Oxford Street

Magnolias in Rochester, New York, undated, via  Arthur Peck Collection, OSU Special Collections & Archives Commons on flickr.

Since the late 19th century, Oxford Street in the city’s Park Avenue neighborhood has attracted visitors in May for its display of blooming magnolia trees. There is another vintage picture of the trees here.

Arthur Peck was a Professor of Landscape Architecture at the Oregon Agricultural College* from 1908 to 1948. This picture was part of his teaching library of 24 boxes of glass lantern slides — now in OSU’s archives.


*The college later became Oregon State University (OSU).

Englewood, New Jersey

“Beechgate,” Englewood, New Jersey, 1918, a hand-colored glass lantern slide by Frances Benjamin Johnston, via Library of Congress Prints and Photographs Division.

Some mid-week prettiness. . . . The four-acre garden was designed by Anna Gilman Hill about 1911.

Hill and her husband also owned “Grey Gardens,” the East Hampton estate later famously inhabited by Edith Bouvier Beale and “Little Edie.” She was Director of the Garden Club of America for six years in the 1920s, and, in 1938, she wrote a book about her gardening life, called Forty Years of Gardening.
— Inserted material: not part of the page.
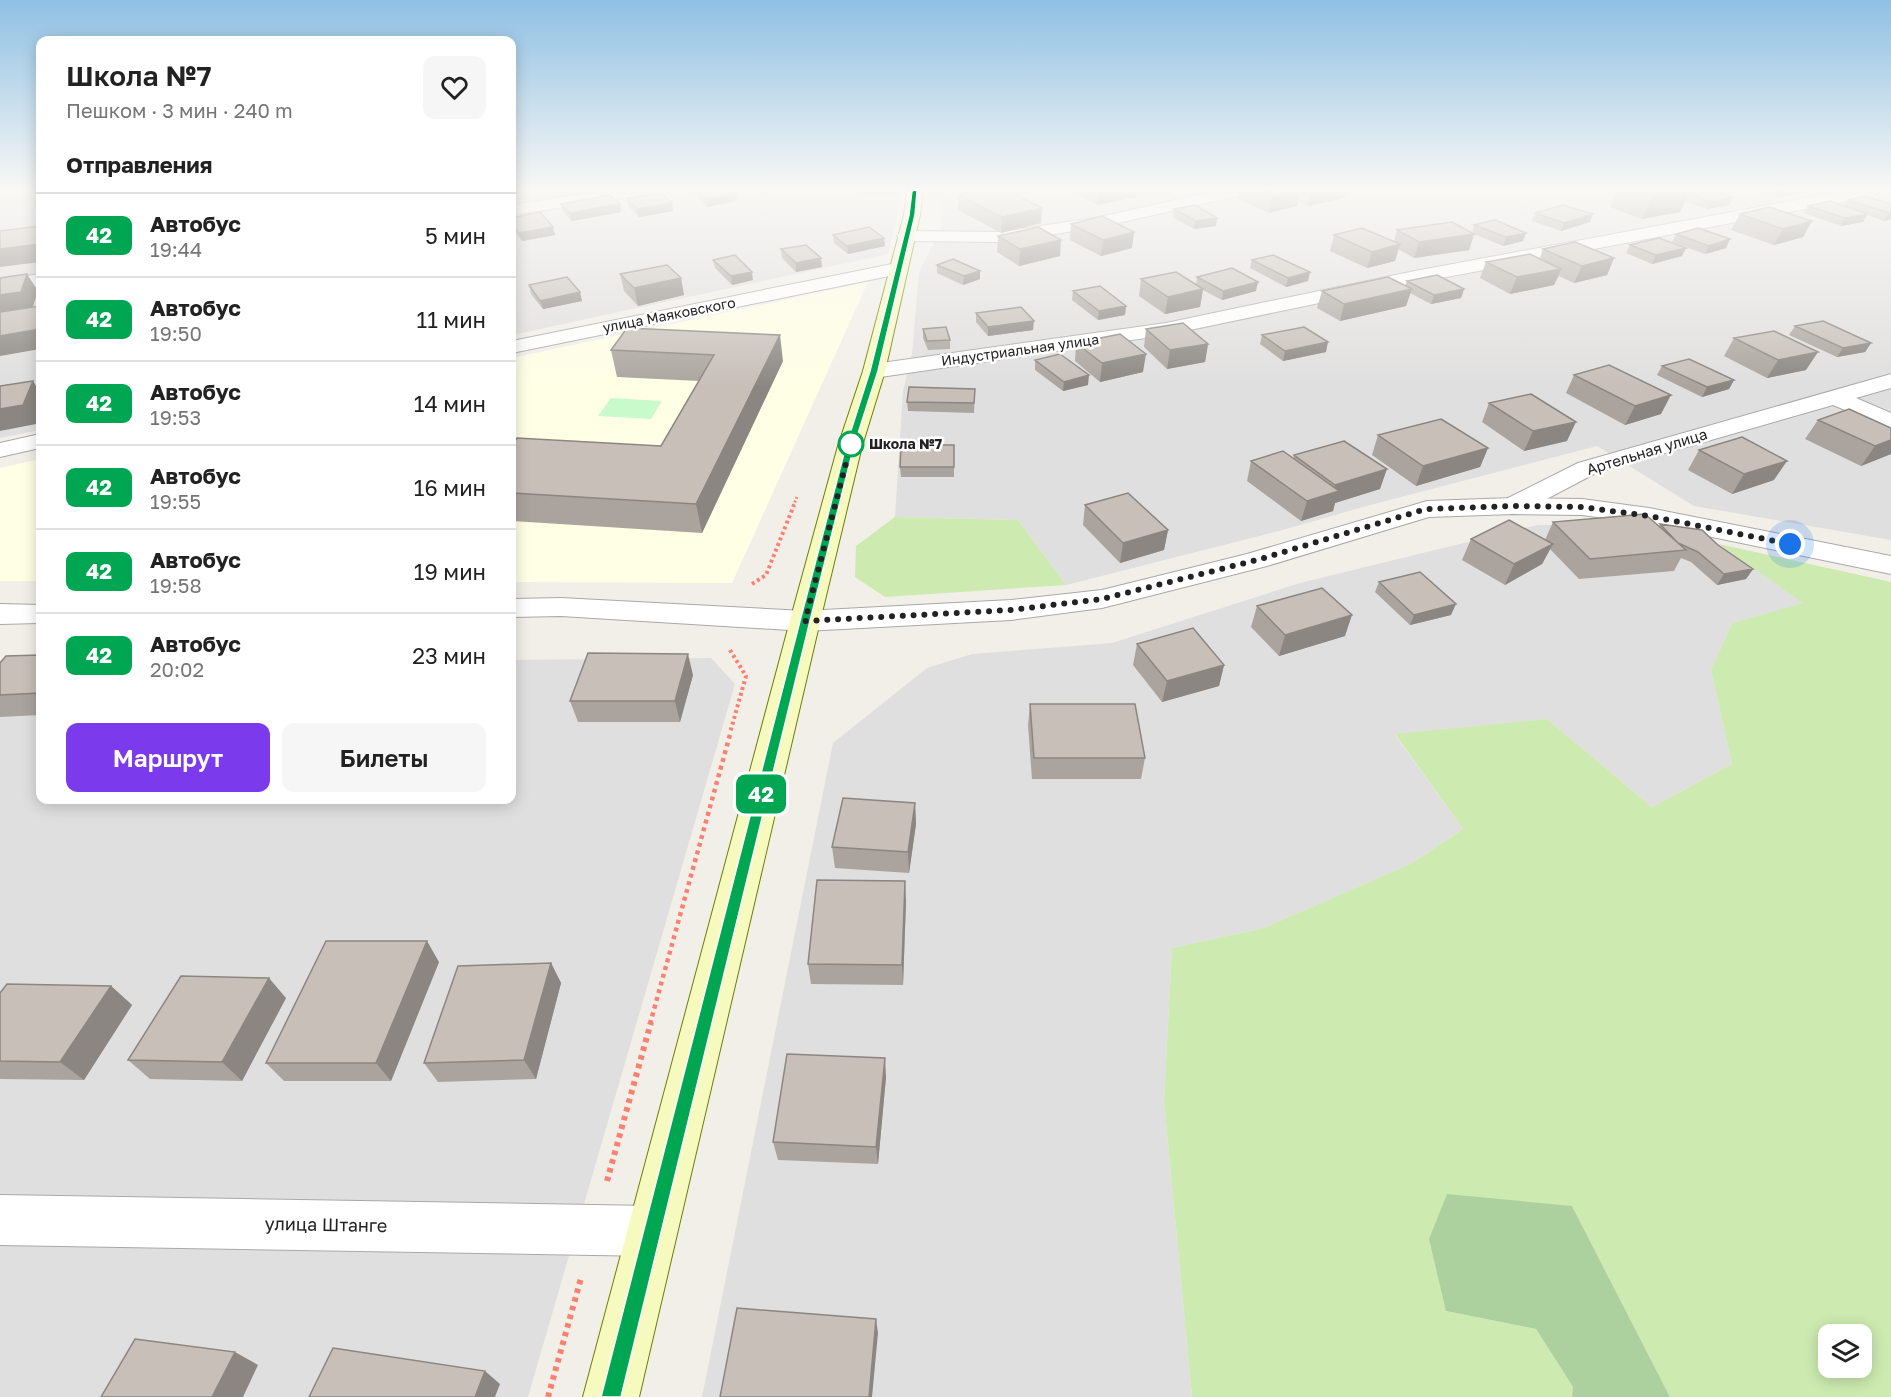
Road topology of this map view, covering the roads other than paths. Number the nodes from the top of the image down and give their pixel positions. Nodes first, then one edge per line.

You can read it online here.

The Sunday porch: Williamsboro, N.C.

 “Blooming Hope” (also called “Cedar Walk”), Williamsboro, North Carolina, 1938, by Frances Benjamin Johnston, via Library of Congress Prints and Photographs Division.

I like the way the vines are a little blurry from a sudden gust of wind.

The home may have been built as early as the 1750s by a Hutchins (or possibly Robert) Burton, who called it “Blooming Hope.” He may have operated a boarding school there. It also seems to have served as an academy for young ladies later in the early 1800s, run by the Rev. Henry Patillo. At some point in its first 100 years, there was a suicide in the house (either Burton or Patillo’s son), and it acquired a reputation as haunted. It was torn down in 1967.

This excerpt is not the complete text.